# The problem
Look through the records below and give the number of lines holding the string "margin", nothing more.

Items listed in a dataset
━━━━━━━━━━━━━━━━━━━━

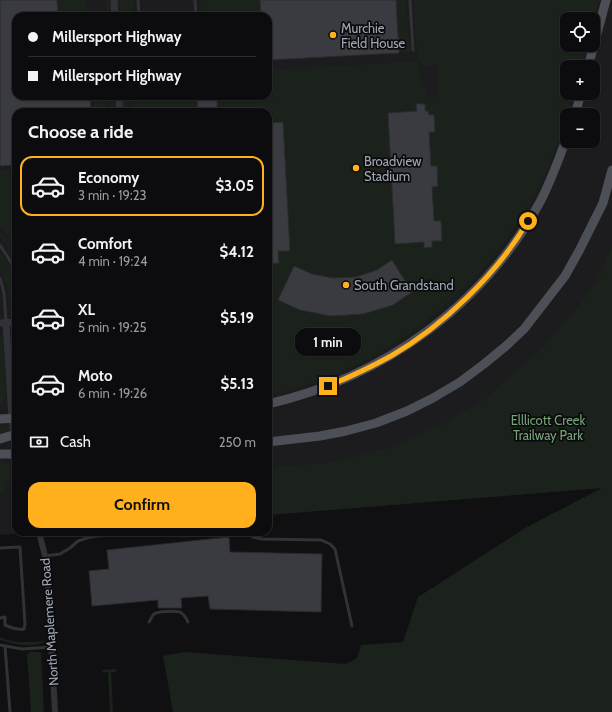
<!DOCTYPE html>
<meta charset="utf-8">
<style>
:root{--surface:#0c0c0e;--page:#151517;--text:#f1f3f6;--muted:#9a9b9e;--line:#2c2c2e;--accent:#ffb01c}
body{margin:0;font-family:Cabin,sans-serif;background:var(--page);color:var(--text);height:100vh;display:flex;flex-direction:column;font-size:15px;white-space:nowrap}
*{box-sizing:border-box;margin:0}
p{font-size:13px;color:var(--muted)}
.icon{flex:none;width:22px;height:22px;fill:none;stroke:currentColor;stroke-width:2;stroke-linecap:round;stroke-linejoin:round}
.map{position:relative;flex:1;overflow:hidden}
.side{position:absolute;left:12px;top:108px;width:260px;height:428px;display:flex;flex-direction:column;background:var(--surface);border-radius:12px;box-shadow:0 1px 3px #0004,0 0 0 1px var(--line)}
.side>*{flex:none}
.guide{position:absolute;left:12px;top:12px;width:260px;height:88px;border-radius:12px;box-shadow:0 1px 3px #0004,0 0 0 1px var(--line);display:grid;align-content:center;height:88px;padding:0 16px;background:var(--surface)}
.tools{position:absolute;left:560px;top:12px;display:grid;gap:8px}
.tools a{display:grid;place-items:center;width:40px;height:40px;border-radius:8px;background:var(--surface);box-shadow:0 1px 3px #0004,0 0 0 1px var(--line);font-size:20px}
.end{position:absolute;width:18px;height:18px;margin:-9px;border:5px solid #ffb01c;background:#111;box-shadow:0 0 0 2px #111}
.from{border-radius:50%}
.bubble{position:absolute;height:28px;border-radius:12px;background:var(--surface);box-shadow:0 1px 3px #0004,0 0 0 1px var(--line);font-size:13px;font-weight:700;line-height:28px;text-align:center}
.guide b{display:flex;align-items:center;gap:14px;height:38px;font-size:15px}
.guide b+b{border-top:1px solid var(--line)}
.guide i{width:10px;height:10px;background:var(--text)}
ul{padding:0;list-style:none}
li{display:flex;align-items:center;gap:12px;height:60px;margin:0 8px 6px;padding:0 8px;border:2px solid transparent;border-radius:12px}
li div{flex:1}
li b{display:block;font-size:15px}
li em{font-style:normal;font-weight:700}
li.current{border-color:var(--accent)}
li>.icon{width:36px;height:36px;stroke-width:1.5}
h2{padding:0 16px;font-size:18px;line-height:48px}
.pay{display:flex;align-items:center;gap:10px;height:44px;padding:0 16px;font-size:15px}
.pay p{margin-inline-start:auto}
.primary-button{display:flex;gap:8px;margin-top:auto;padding:8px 16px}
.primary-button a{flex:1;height:46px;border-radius:12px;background:var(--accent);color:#111;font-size:16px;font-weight:700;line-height:46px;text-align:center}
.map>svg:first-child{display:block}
.built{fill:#1c1c1f;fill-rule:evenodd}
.green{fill:#1a221b}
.building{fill:#3a3b40;stroke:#2a2a2e}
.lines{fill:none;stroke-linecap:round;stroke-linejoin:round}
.service{stroke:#313237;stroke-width:3}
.minor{stroke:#313237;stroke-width:6}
.tertiary{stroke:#313237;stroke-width:7}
.primary{stroke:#4d4f57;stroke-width:9}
.route{stroke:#ffb01c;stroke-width:5}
.poi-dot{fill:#ffb01c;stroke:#0b0b0d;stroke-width:1.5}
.labels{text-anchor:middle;stroke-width:3.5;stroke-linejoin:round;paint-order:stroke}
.poi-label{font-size:13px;fill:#a0a7b4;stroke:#0b0b0d;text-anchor:start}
.park-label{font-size:13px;fill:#75a277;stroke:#0b0b0d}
.street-label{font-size:13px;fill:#a0a7b4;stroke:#0b0b0d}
</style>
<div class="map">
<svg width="612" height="712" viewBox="0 0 612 712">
<rect width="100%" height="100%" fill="#101012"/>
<path class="built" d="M0 0H612V487L268 515V112H16V532H48L0 535ZM16 16H268V96H16ZM567 19H593V45H567ZM567 67H593V93H567ZM567 115H593V141H567Z"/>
<g class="green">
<path d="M57 0H86V16H58Z"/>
<path d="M106 0H110L111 16H107Z"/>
<path d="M118 0H133L134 16H119Z"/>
<path d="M200 0H260L261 16H201Z"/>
<path d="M396 0H406L410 52 399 53Z"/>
<path d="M414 0H599L593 21V19H567V45H587L581 67H567V93H574C566 121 557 149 545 175 491 287 389 368 268 396V363H270L268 323V112H217V96H268V70L418 61 421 85C426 88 427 92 428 97H439L437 65 423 66C413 55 415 15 414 0Z"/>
<path d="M93 96H106L107 112H92V107L94 106Z"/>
<path d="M109 96H115L116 112H110Z"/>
<path d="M123 96H128L129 112H124Z"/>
<path d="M131 96H197V112H132Z"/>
<path d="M16 169V246L9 237 0 227V170Z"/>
<path d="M0 232 13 248 10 250 0 237Z"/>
<path d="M612 247V712H173L163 656 184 652 346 664 357 658 361 645 403 642 418 597 527 527 602 488 268 515V467L325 463 340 461 390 447 442 424 486 398 542 348 577 308 597 280Z"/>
<path d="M0 251C7 260 13 271 16 282 17 291 16 300 16 308L10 309 7 287 0 268Z"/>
<path d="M16 333V386H14L11 334Z"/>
<path d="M0 336 3 337 6 394 5 400 0 407Z"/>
<path d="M0 426 11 427 10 433 0 436Z"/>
<path d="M0 460C18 463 10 487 0 494Z"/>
<path d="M0 637C14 644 30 642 45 641 36 649 10 644 0 640Z"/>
<path d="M30 652H40L41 654 44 712H31L27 655Z"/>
<path d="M115 669 117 670 116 672H111L113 712H110L108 672 103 673 102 670Z"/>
</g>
<g class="building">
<path d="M0 0H57L58 16H16V96H90L91 112H16V165L0 166Z"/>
<path d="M260 0H396L399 53 268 60V16H261Z"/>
<path d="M197 96H217V112H198Z"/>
<path d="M416 104H425V111H428L429 115H434L435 132H429L431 166H437L438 186 432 187 434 221H441L442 241H432V247L424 248V242L395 244 388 113 417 111Z"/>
<path d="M283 122 290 251H278L279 263 268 264V123Z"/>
<path d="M392 260 412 292 393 305 363 314 331 316 300 310 278 300 294 266 312 274 333 278 356 277 377 270Z"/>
<path d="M229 537 230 552 322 554 321 612 210 609 208 596 181 598 182 608H158V600L92 606 89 571 109 569 107 550Z"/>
</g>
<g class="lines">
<g class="service">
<path d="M138 0 139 16"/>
<path d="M195 0 196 16"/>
<path d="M410 0 413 50"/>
<path d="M0 245 9 259 16 272"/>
<path d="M0 278 4 293 6 322"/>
<path d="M242 532 253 537 262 539 321 540 330 544 335 549 352 626"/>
<path d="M0 548 20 547 25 624 24 629C17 630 12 628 5 625V617L0 618"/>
<path d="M45 556 60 554 70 548 78 541 90 537 138 532"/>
<path d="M149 622C151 619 152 616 154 614 158 611 176 611 180 612 184 614 186 618 188 622"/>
<path d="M0 645 22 649 52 647"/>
<path d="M5 646 10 712"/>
</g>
<path class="minor" d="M39 532 45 556 47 567 55 712"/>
<g class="tertiary">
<path d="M114 0 115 16"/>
<path d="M119 96 120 112"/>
<path d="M6 322 12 418 16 451"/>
<path d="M0 323 16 322"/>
</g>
<g class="primary">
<path d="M588 67 606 0"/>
<path d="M575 115 581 93"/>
<path d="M268 404C384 377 483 306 540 202 551 181 559 159 567 137"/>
<path d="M0 419 16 418"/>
<path d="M0 439 16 434"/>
<path d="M268 442 320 436 346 431 376 423 407 411 433 398 460 382 484 364 506 346 524 329 565 276 579 251 603 203 612 170"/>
<path d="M0 454H16"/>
</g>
</g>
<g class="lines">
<path class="route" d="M328 386C350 377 371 367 391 356 443 326 498 273 528 221"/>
</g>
<g class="poi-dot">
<circle cx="333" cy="35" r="4"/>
<circle cx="356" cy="168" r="4"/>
<circle cx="346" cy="285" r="4"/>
</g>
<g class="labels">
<g class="poi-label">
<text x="341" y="33">Murchie<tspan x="341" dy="15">Field House</tspan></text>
<text x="364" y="166">Broadview<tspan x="364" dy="15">Stadium</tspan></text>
<text x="354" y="290">South Grandstand</text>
</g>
<g class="park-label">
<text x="548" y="425">Elllicott Creek<tspan x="548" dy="15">Trailway Park</tspan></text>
</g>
<g class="street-label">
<text transform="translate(49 622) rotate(-94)" y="5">North Maplemere Road</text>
</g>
</g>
</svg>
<div class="tools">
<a><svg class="icon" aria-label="locate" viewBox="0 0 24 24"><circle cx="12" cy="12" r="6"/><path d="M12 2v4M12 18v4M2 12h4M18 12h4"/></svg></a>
<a>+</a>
<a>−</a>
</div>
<i class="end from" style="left:528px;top:221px"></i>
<i class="end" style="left:328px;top:386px"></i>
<div class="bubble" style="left:295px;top:328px;width:66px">1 min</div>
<div class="guide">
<b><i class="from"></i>Millersport Highway</b>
<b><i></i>Millersport Highway</b>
</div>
<section class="side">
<h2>Choose a ride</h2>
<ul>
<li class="current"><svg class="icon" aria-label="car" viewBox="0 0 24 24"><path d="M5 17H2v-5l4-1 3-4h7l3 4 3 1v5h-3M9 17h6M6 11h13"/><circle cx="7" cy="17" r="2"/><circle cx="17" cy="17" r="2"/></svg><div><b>Economy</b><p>3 min · 19:23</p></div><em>$3.05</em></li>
<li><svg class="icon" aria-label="car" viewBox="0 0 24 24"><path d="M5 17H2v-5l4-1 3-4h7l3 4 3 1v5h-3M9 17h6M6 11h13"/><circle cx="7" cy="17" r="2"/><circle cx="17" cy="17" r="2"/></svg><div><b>Comfort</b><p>4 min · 19:24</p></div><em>$4.12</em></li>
<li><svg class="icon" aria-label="car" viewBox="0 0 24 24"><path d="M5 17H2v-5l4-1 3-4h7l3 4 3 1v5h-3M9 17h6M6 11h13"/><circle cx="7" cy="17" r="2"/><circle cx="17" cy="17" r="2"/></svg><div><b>XL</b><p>5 min · 19:25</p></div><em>$5.19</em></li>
<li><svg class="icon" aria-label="car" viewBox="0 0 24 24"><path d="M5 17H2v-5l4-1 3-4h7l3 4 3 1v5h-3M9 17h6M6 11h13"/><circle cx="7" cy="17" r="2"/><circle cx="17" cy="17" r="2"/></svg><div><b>Moto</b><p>6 min · 19:26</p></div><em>$5.13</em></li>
</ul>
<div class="pay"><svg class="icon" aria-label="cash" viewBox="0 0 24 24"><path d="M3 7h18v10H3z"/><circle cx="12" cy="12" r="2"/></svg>Cash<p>250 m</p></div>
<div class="primary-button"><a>Confirm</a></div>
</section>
</div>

━━━━━━━━━━━━━━━━━━━━

# Worked solution
6